エサをも凌駕するルアーの力で試合に勝つ。
バドやモグチャの「千鳥」が、場所ではなくルアーのもつ未知の可能性を気付かせてくれた。


自分が勝てなくなってきた本当の理由。それはこの2つの「出し抜く戦略」がもはや場所もルアーも出尽くした上、トーナメント開催地が毎年同じ所でしかできないことに起因している。もはや場所もルアーもパターンにも、シークレットがないのだ。たとえば今回の遠賀川、既に何度も何度もTOP50が開催され、ピンもパターンも、バスが確実にいる場所もほぼ全てのプロに熟知されている。では何が勝敗を分けるのか?それは紛れもなく誰もが知る場所で、誰もが使うルアーで、そこにいるがプレッシャーで反応しないバスを「喰わせる」能力の差の勝負になる。

近年の若手選手は、喰わせ能力に圧倒的なスキルを持つ選手が多い。というか、それが今の試合の王道中の王道なのだ。遠賀川ではもはや同じピンスポット、それも1m四方の小さな沈み物までほとんどの人が熟知している。そして、普通に喰ってくれるバスは公式練習の2日間でほぼほぼ完璧に抜かれてしまっている。一見、地元アングラーから見れば、試合中メジャースポットが意外にガラ空きに見えるそうだが、それはTOP50と言う普通ではない試合に出場し、そこを釣ってみて初めて何故そこがガラ空きなのか知ることになるだろう。その時はもはや手遅れだが。

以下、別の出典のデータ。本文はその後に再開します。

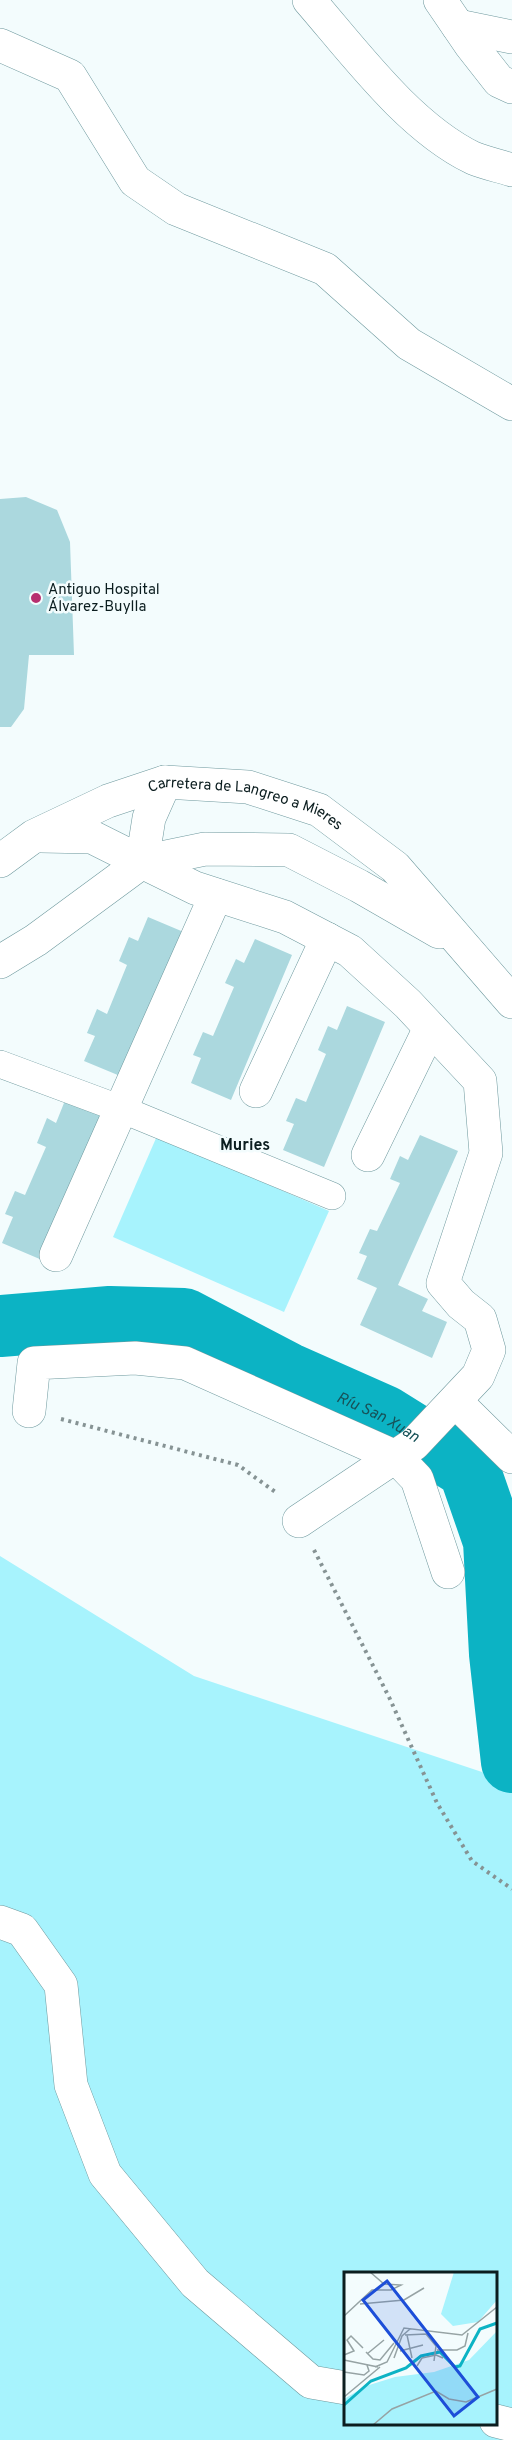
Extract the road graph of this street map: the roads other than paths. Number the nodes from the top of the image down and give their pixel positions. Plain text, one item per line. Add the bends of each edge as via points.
1 (309, 0) edge
2 (440, 0) edge
3 (458, 26) junction
4 (512, 37) edge
5 (0, 45) edge
6 (512, 87) edge
7 (512, 170) edge
8 (512, 404) edge
9 (165, 782) junction
10 (34, 836) junction
11 (0, 861) edge
12 (142, 862) junction
13 (216, 895) junction
14 (327, 939) junction
15 (459, 943) junction
16 (0, 962) edge
17 (512, 1002) edge
18 (430, 1028) junction
19 (0, 1064) edge
20 (256, 1090) dead end
21 (121, 1109) junction
22 (368, 1155) dead end
23 (332, 1196) dead end
24 (56, 1255) dead end
25 (448, 1410) junction
26 (29, 1411) road end
27 (405, 1450) junction
28 (512, 1457) edge
29 (299, 1521) road end
30 (448, 1572) dead end
31 (0, 1922) edge
32 (344, 2388) edge
33 (497, 2421) edge
34 (512, 2425) edge

1 - 7 street via 427,129 473,158
2 - 3 street
3 - 4 street
3 - 6 street via 499,81
5 - 8 street via 70,76 135,181 176,209 325,269 409,344
9 - 10 street, Carretera de Langreo a Mieres via 108,801
9 - 12 street via 149,818
9 - 15 street, Carretera de Langreo a Mieres via 248,787 319,810 395,867
10 - 11 street, Carretera de Langreo a Mieres
10 - 12 street via 92,837
12 - 13 street
12 - 15 street, Carretera de Langreo a Mieres via 205,849 289,850
12 - 16 street, Carretera de Langreo a Mieres
13 - 14 street via 285,917
13 - 21 street
14 - 18 street via 350,951
14 - 20 street
15 - 17 street, Carretera de Langreo a Mieres
18 - 22 street
18 - 25 street via 480,1081 486,1153 443,1283 480,1319 489,1350 478,1376
19 - 21 street
21 - 23 street
21 - 24 street
25 - 27 street
25 - 28 street
26 - 27 street via 34,1363 135,1358 184,1364
27 - 29 street
27 - 30 street
31 - 32 street via 22,1930 61,1985 71,2085 105,2174 195,2283 311,2382
33 - 34 street

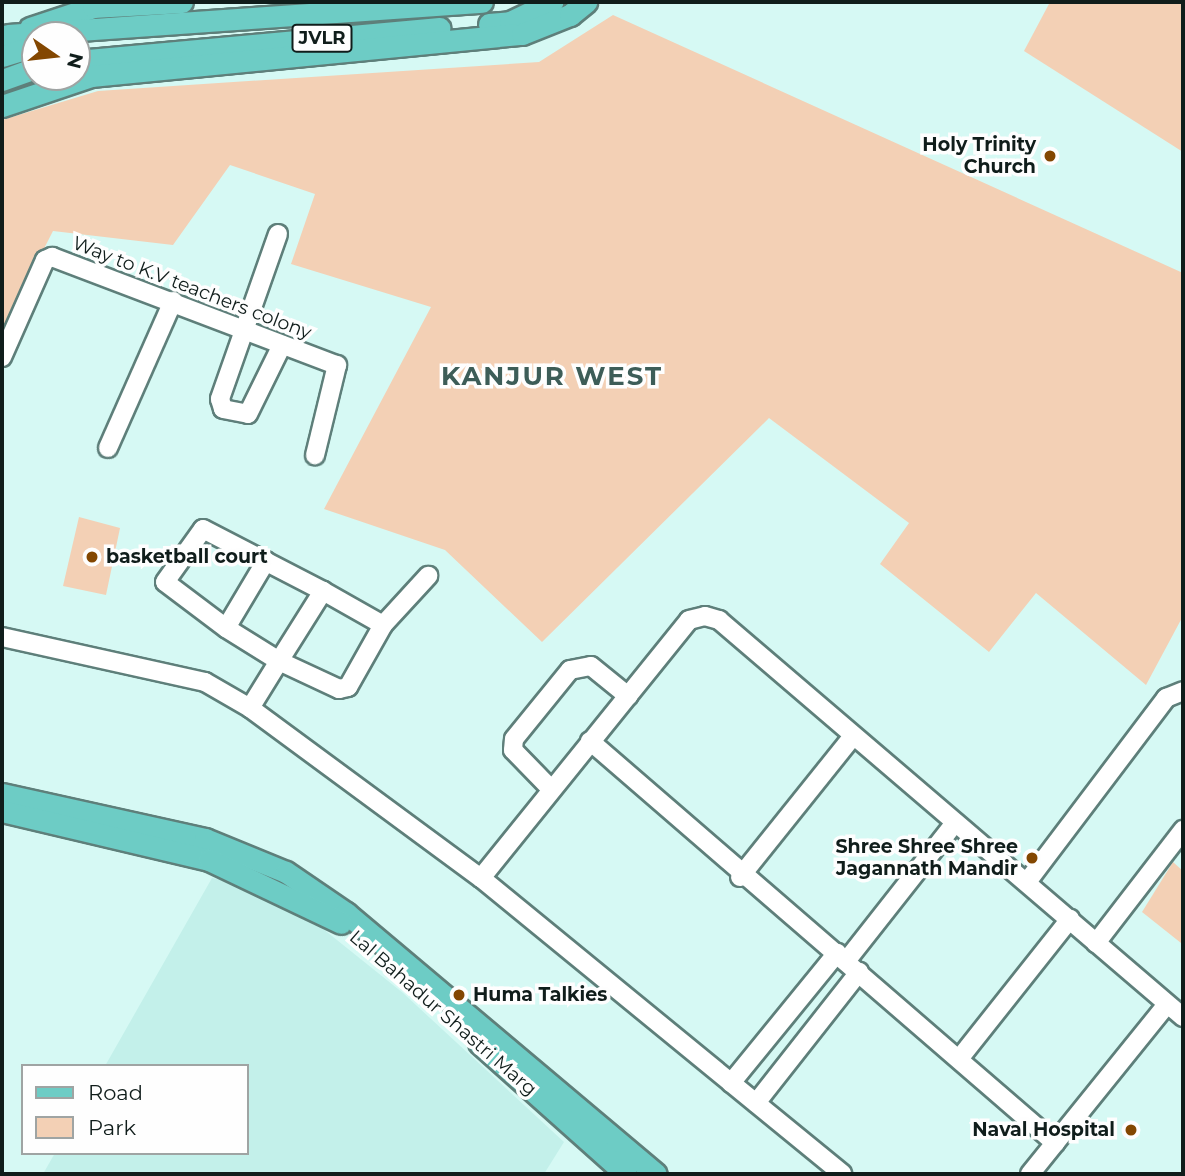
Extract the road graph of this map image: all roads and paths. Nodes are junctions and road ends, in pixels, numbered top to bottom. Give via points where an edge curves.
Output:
1 (182, 2) edge
2 (482, 2) edge
3 (552, 2) edge
4 (586, 2) edge
5 (91, 33) edge
6 (4, 43) edge
7 (91, 62) edge
8 (21, 73) edge
9 (91, 76) edge
10 (2, 80) edge
11 (36, 91) edge
12 (2, 106) edge
13 (278, 234) dead end
14 (173, 301) junction
15 (246, 331) junction
16 (282, 345) junction
17 (2, 357) edge
18 (108, 448) dead end
19 (315, 455) dead end
20 (267, 561) junction
21 (428, 576) dead end
22 (323, 591) junction
23 (383, 625) junction
24 (226, 628) junction
25 (2, 637) edge
26 (279, 661) junction
27 (1183, 691) edge
28 (628, 696) junction
29 (250, 708) junction
30 (1157, 729) dead end
31 (852, 737) junction
32 (590, 741) junction
33 (1140, 741) junction
34 (550, 788) junction
35 (2, 794) edge
36 (2, 811) edge
37 (954, 824) junction
38 (1183, 830) edge
39 (740, 877) junction
40 (481, 878) junction
41 (1027, 882) junction
42 (1070, 919) junction
43 (1097, 943) junction
44 (848, 962) junction
45 (1167, 1004) junction
46 (1183, 1017) edge
47 (959, 1059) junction
48 (731, 1083) junction
49 (756, 1102) junction
50 (1055, 1143) junction
51 (626, 1174) edge
52 (656, 1174) edge
53 (842, 1174) edge
54 (1030, 1174) edge

1 - 6 main road via 93,7
2 - 5 main road, JVLR
3 - 7 main road, JVLR via 510,22
4 - 9 main road via 570,15 522,34
8 - 10 main road
11 - 12 main road
13 - 15 street
14 - 15 street, Way to K.V teachers colony
14 - 17 street, Way to K.V teachers colony via 52,257 45,260
14 - 18 street
15 - 16 street, Way to K.V teachers colony
15 - 16 street via 220,400 231,413 248,414 256,405
16 - 19 street, Way to K.V teachers colony via 337,365
20 - 22 street
20 - 24 street
20 - 24 street via 203,529 165,582
21 - 23 street
22 - 23 street
22 - 26 street
23 - 26 street via 348,687 339,689
24 - 26 street
25 - 29 street via 205,682
26 - 29 street
27 - 33 street via 1166,698
28 - 31 street via 690,620 705,616 719,620
28 - 32 street
28 - 34 street via 592,666 570,670 514,739 513,750
29 - 40 street
30 - 33 street
31 - 37 street
31 - 39 street
32 - 34 street
32 - 39 street
33 - 41 street
34 - 40 street
35 - 52 main road, Lal Bahadur Shastri Marg via 205,839 286,872 356,921
36 - 51 main road, Lal Bahadur Shastri Marg via 209,860 341,923
37 - 41 street
37 - 44 street
38 - 43 street
39 - 44 street
40 - 48 street
41 - 42 street
42 - 43 street
42 - 47 street
43 - 45 street
44 - 47 street
44 - 48 street
44 - 49 street
45 - 46 street
45 - 50 street
47 - 50 street
48 - 49 street
49 - 53 street
50 - 54 street

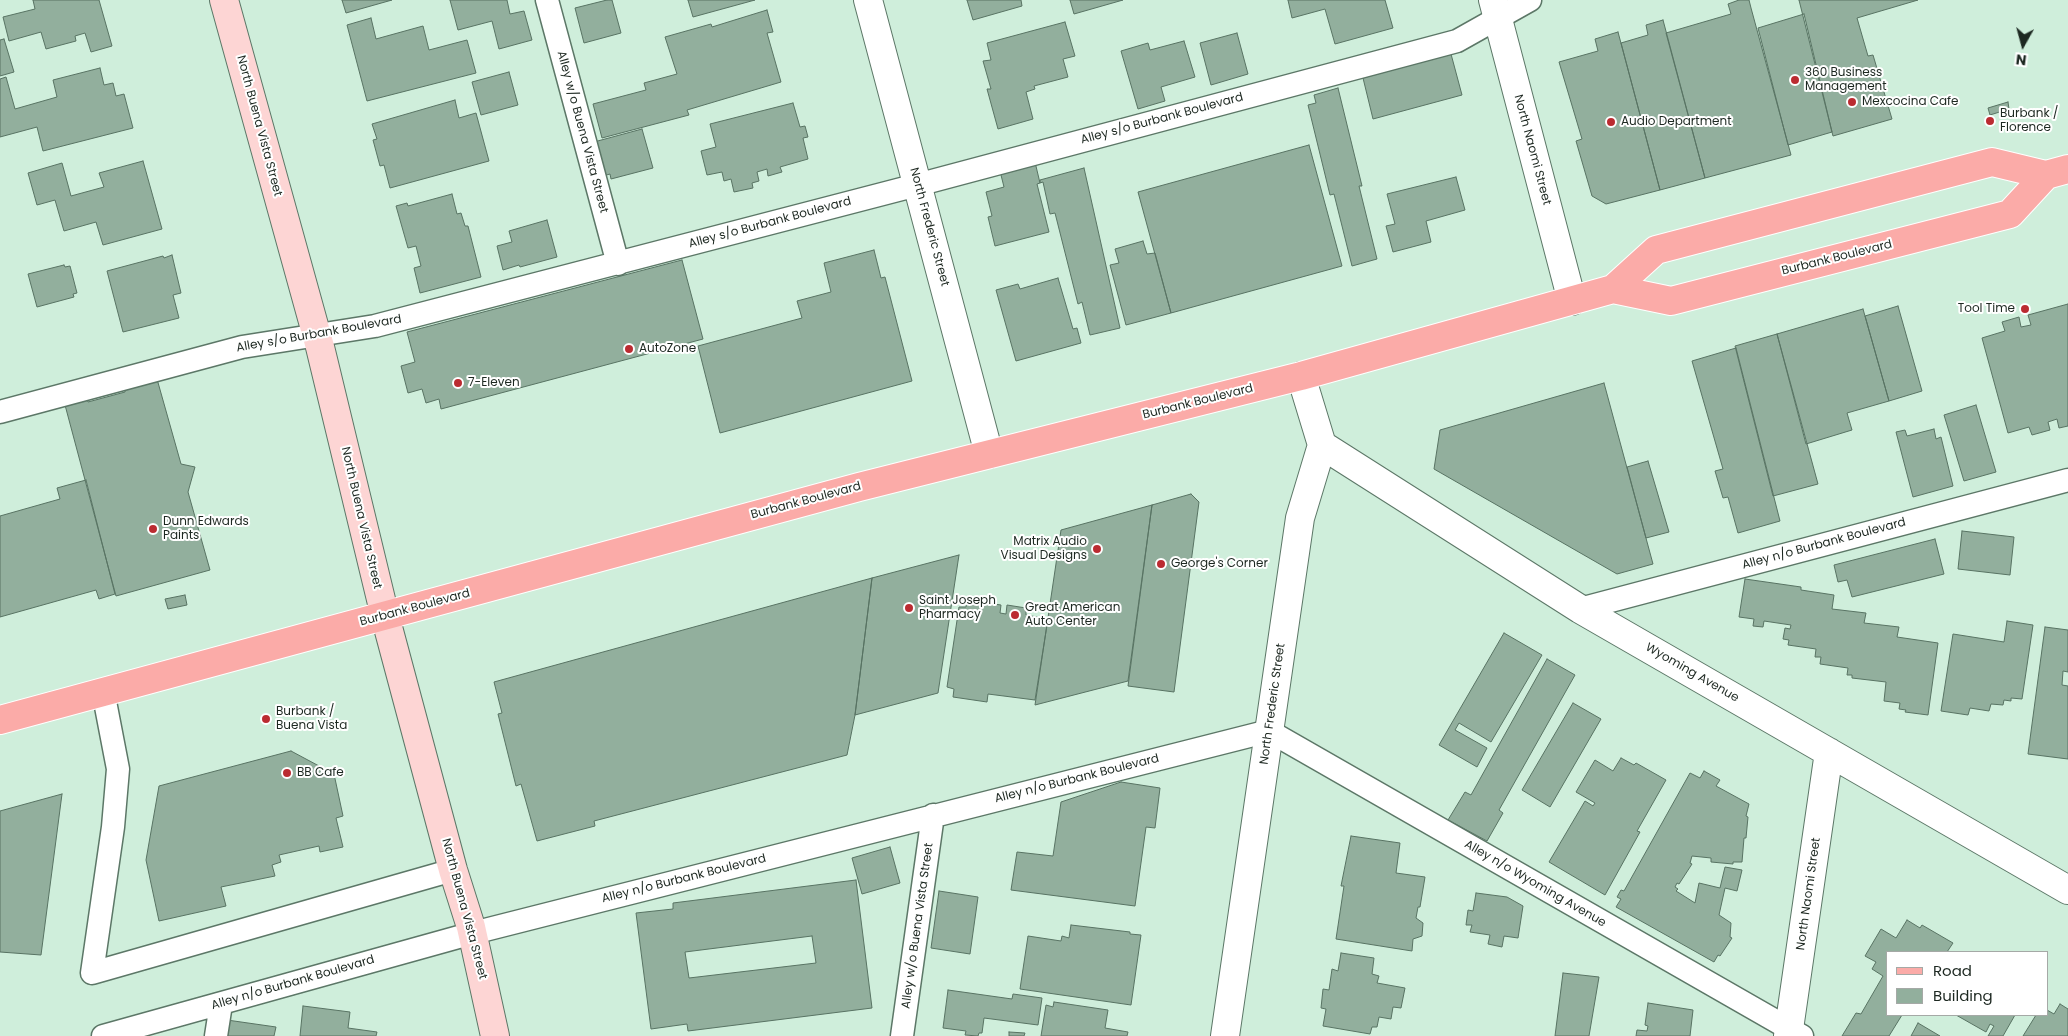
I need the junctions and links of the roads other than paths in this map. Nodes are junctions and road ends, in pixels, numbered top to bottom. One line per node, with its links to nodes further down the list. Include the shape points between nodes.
1 (224, 0): 11 (main road, North Buena Vista Street)
2 (547, 0): 8 (lane, Alley w/o Buena Vista Street)
3 (868, 0): 7 (street, North Frederic Street)
4 (1530, 0): 5 (lane, Alley s/o Burbank Boulevard)
5 (1495, 9): 7 (lane, Alley s/o Burbank Boulevard, via 1457,40); 10 (street, North Naomi Street)
6 (2057, 172): 9 (main road, Burbank Boulevard, via 1992,162 1656,250); 9 (main road, Burbank Boulevard, via 2010,214 1671,301)
7 (917, 185): 8 (lane, Alley s/o Burbank Boulevard); 15 (street, North Frederic Street)
8 (618, 264): 11 (lane, Alley s/o Burbank Boulevard, via 375,326)
9 (1612, 289): 10 (main road, Burbank Boulevard)
10 (1572, 300): 12 (main road, Burbank Boulevard)
11 (317, 336): 13 (lane, Alley s/o Burbank Boulevard, via 242,347); 18 (main road, North Buena Vista Street)
12 (1301, 376): 14 (street); 15 (main road, Burbank Boulevard)
13 (0, 412)
14 (1322, 445): 17 (street, Wyoming Avenue); 21 (street, North Frederic Street, via 1300,518)
15 (989, 454): 18 (main road, Burbank Boulevard, via 860,486)
16 (2068, 480): 17 (lane, Alley n/o Burbank Boulevard)
17 (1580, 608): 22 (street, Wyoming Avenue)
18 (385, 616): 19 (main road, Burbank Boulevard); 24 (main road, North Buena Vista Street)
19 (103, 691): 20 (main road, Burbank Boulevard); 24 (lane, via 118,769 114,827 92,974)
20 (0, 720)
21 (1269, 731): 23 (lane, Alley n/o Burbank Boulevard); 28 (lane, Alley n/o Wyoming Avenue); 33 (street, North Frederic Street)
22 (1830, 752): 25 (street, Wyoming Avenue); 28 (street, North Naomi Street)
23 (933, 815): 26 (lane, Alley n/o Burbank Boulevard); 32 (lane, Alley w/o Buena Vista Street)
24 (454, 870): 26 (main road, North Buena Vista Street)
25 (2068, 890)
26 (472, 933): 27 (lane, Alley n/o Burbank Boulevard); 31 (main road, North Buena Vista Street)
27 (221, 1004): 29 (lane, Alley n/o Burbank Boulevard); 30 (lane)
28 (1793, 1034)
29 (103, 1036)
30 (216, 1036)
31 (495, 1036)
32 (902, 1036)
33 (1225, 1036)

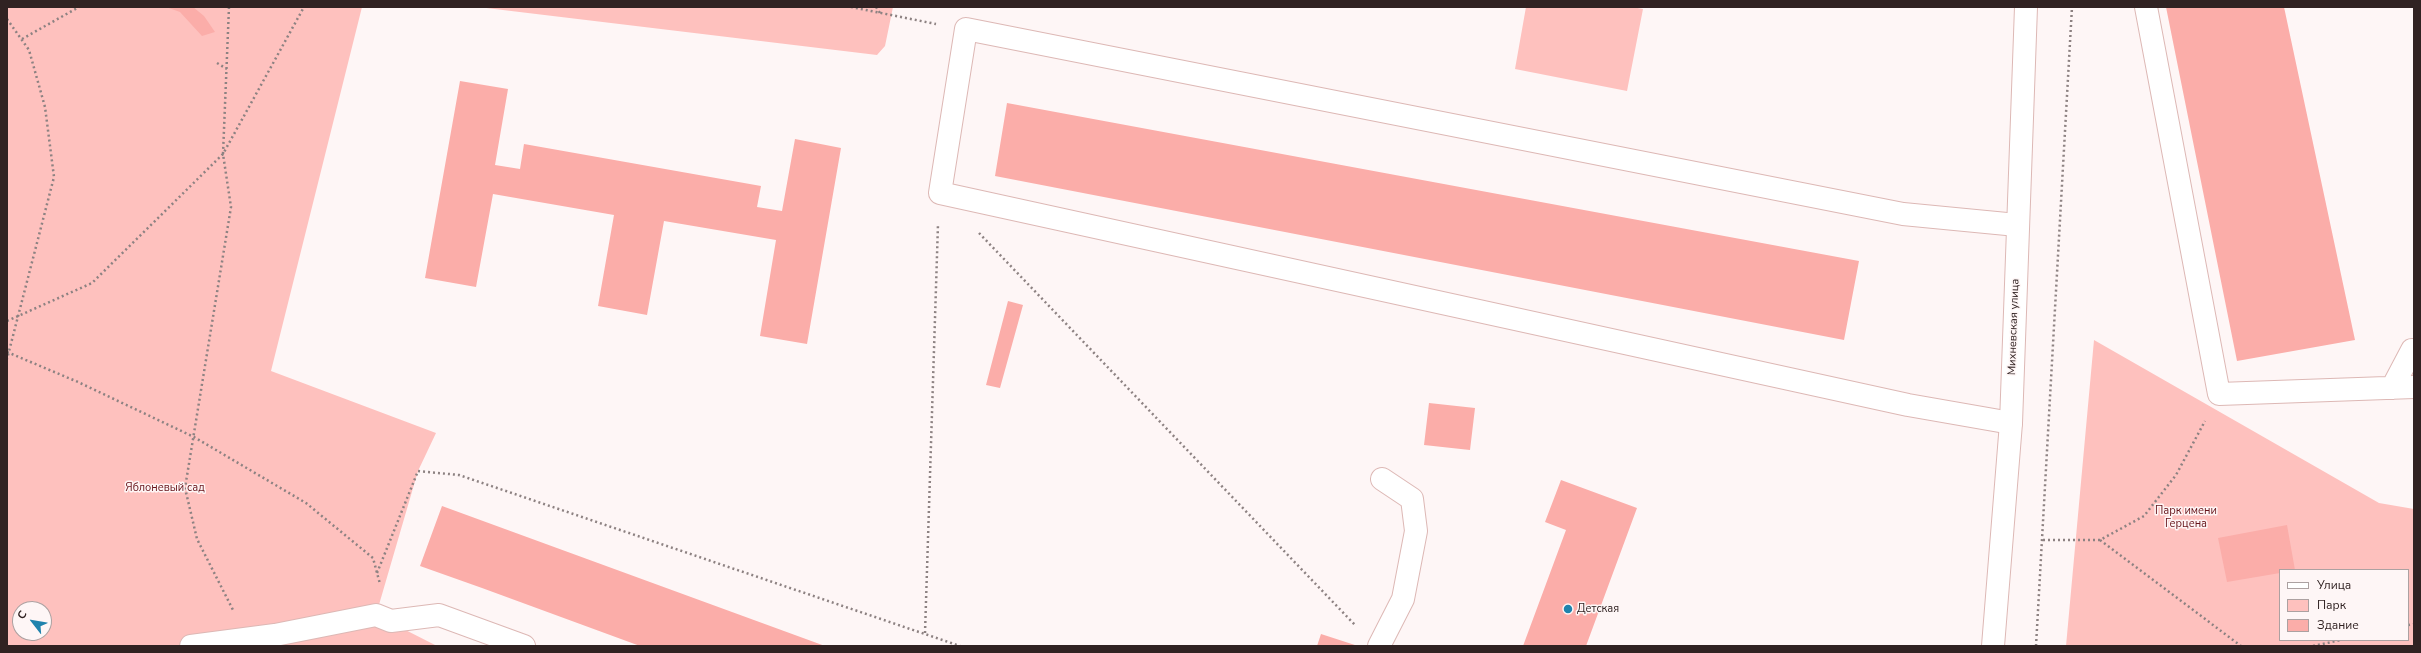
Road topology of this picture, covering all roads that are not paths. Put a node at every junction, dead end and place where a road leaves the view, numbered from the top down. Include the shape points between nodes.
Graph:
1 (2026, 7) edge
2 (2146, 7) edge
3 (2017, 225) junction
4 (2414, 350) edge
5 (2414, 387) edge
6 (2392, 388) junction
7 (2011, 423) junction
8 (1382, 479) dead end
9 (272, 641) edge
10 (191, 646) edge
11 (524, 646) edge
12 (1379, 646) edge
13 (1993, 646) edge

1 - 3 street, Михневская улица
2 - 6 street via 2219,394
3 - 7 street, Михневская улица
3 - 7 street via 1903,214 966,29 940,193 1908,405
4 - 6 street
5 - 6 street
7 - 13 street, Михневская улица
8 - 12 street via 1412,499 1416,531 1403,599
9 - 10 street via 249,639
9 - 11 street via 376,616 391,621 439,615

しかしそれでも現TOP50のトップランカーは、そこから1尾を搾り出せる釣りの達人なのだ。もうそれはルアーフィッシングではなく限りなく「エサ釣り」の姿に極めて近い感覚がある。同じ正解のリグ、同じルアーを同じスポットで同じように使っても、喰わせ方の上手い下手によって結果に大きな差が出るのが今の時代なのだ。
今のTOP50には「バスフィッシングが凄い」選手よりは「魚釣りが上手い」選手が極めて多い。言い換えれば今のTOP50にバスの居場所や地形的ピンスポット、ダークホース的ルアーを探しだす力はもうあまり価値を持たない。判り切った確実にバスがいる場所で、確実に喰わせる能力に秀でる、それが今のTOP50生き抜く絶対的なスキルなのである。


知られざる場所探しの時代、未知のルアーの力の時代、そして徹底した喰わせの時代へ、
今の時代を劇的に変える次は何なのだろう。


ただ、自分はこの現状を否定するつもりはない。「喰わせる能力の差」それが今のTOP50で生き残る上位への無駄のない最短にして最速の「高速道路」であり、それが今の時代の絶対条件である事は紛れもない現実だからだ。